● **Records shown**:
BEGIN

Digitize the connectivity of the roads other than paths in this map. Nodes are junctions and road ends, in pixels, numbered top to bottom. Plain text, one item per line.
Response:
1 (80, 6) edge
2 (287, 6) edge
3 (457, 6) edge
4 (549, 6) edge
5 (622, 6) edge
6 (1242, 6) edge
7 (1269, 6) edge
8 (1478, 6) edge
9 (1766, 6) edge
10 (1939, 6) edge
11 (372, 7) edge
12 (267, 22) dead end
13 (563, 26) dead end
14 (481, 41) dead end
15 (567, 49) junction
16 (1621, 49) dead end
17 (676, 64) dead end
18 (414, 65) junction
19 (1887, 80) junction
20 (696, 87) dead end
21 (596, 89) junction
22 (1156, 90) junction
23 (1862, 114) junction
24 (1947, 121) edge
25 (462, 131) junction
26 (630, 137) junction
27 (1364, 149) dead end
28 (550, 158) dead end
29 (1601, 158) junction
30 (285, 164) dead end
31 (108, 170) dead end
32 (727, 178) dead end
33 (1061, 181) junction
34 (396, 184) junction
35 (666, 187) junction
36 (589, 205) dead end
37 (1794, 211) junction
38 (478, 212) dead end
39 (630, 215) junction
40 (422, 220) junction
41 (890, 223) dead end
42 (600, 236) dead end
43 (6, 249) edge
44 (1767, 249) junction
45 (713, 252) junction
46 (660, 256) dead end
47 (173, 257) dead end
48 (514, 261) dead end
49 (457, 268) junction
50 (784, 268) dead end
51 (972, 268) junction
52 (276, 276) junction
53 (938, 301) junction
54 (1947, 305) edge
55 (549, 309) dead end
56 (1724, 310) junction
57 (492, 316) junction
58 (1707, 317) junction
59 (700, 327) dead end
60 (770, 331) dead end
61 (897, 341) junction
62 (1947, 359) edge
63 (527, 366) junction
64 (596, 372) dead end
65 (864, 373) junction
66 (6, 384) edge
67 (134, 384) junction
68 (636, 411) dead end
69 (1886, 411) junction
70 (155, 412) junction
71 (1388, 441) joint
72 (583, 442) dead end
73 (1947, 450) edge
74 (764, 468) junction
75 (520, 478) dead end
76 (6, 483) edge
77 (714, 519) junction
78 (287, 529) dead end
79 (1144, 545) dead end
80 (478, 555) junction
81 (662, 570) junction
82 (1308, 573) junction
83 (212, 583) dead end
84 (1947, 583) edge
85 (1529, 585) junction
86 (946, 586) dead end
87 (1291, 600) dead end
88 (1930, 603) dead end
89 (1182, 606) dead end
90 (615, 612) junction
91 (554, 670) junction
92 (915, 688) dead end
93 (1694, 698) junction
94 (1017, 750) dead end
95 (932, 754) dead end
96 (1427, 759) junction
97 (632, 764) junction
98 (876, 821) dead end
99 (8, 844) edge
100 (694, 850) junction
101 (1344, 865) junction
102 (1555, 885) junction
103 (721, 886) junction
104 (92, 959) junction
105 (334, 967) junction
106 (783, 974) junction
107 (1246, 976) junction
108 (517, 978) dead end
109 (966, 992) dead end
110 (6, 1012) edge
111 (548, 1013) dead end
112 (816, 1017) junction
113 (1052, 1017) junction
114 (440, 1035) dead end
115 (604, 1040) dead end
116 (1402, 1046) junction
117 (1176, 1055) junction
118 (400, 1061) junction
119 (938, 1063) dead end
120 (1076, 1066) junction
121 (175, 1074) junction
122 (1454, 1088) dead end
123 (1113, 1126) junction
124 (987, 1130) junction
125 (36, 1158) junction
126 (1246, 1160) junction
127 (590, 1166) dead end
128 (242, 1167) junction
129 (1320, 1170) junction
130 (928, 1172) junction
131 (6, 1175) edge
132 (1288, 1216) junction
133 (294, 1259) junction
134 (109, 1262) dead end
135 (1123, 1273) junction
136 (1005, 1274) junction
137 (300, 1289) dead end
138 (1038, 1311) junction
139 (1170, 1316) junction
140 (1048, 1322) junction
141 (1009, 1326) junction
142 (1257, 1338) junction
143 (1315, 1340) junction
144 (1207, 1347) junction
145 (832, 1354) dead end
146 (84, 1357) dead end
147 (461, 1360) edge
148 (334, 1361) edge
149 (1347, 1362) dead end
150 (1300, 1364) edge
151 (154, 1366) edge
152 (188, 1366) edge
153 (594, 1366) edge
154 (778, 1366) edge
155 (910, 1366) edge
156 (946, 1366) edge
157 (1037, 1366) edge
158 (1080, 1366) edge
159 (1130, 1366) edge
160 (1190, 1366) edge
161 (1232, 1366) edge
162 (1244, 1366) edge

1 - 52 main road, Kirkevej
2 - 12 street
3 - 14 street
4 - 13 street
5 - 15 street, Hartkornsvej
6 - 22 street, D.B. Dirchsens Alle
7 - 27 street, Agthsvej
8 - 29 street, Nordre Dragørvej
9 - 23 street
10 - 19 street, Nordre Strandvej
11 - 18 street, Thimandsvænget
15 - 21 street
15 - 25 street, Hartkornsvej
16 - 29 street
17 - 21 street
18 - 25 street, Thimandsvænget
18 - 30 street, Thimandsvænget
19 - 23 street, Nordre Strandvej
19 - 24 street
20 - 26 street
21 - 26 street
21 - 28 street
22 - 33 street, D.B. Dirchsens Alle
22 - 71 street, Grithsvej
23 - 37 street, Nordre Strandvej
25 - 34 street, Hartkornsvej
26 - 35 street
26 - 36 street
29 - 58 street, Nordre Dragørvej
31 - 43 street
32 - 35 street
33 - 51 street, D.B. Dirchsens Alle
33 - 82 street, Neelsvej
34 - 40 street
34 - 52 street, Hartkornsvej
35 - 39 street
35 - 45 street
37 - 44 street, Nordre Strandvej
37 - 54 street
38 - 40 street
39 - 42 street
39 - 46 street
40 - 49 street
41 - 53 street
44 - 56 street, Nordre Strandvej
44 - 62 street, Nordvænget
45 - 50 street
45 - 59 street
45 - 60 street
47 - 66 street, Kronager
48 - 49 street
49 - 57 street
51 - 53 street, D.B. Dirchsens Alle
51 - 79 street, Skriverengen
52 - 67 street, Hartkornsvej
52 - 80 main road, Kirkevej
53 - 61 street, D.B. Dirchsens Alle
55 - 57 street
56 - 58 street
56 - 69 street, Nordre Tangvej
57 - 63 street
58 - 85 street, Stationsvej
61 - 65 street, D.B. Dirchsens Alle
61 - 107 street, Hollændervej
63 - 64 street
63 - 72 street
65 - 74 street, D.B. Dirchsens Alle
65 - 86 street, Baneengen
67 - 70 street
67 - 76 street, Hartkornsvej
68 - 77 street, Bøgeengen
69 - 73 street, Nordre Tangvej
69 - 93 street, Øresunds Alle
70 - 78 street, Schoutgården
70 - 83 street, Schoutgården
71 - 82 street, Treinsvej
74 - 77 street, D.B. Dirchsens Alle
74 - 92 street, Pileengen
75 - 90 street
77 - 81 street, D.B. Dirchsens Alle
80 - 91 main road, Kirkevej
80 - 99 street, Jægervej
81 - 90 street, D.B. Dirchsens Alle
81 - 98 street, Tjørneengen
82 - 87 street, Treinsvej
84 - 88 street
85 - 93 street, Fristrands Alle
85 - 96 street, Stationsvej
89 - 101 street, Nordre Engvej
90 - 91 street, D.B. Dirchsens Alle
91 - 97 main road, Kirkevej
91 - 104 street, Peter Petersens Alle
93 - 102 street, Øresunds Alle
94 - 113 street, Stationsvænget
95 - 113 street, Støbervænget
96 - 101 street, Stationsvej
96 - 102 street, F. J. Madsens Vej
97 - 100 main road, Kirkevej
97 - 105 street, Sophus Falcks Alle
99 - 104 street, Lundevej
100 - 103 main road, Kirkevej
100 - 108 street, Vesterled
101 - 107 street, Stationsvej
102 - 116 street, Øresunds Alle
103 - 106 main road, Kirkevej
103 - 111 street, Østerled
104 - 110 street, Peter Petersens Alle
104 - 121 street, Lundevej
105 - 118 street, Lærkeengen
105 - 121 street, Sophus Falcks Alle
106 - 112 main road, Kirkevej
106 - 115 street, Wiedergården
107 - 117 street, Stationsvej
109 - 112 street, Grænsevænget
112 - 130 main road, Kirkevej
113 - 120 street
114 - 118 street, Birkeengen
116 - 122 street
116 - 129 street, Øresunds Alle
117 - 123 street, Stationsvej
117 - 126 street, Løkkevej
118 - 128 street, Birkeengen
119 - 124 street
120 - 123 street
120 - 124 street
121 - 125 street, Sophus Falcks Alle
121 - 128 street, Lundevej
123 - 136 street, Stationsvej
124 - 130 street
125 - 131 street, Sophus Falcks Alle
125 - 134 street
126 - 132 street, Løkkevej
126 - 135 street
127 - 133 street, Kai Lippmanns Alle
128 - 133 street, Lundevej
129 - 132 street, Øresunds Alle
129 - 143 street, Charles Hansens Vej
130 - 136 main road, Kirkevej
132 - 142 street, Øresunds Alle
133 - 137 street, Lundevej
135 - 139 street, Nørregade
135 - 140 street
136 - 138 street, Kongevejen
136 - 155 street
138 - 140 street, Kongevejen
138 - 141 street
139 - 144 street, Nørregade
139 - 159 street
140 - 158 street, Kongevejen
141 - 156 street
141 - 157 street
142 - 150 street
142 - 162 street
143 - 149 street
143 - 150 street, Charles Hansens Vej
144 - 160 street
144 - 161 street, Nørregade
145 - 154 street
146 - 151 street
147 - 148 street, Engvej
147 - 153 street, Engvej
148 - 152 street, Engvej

END

● **Exercise brief**: Copy out each line of the entries that holds "Dirchsens".

● **Written answer**:
6 - 22 street, D.B. Dirchsens Alle
22 - 33 street, D.B. Dirchsens Alle
33 - 51 street, D.B. Dirchsens Alle
51 - 53 street, D.B. Dirchsens Alle
53 - 61 street, D.B. Dirchsens Alle
61 - 65 street, D.B. Dirchsens Alle
65 - 74 street, D.B. Dirchsens Alle
74 - 77 street, D.B. Dirchsens Alle
77 - 81 street, D.B. Dirchsens Alle
81 - 90 street, D.B. Dirchsens Alle
90 - 91 street, D.B. Dirchsens Alle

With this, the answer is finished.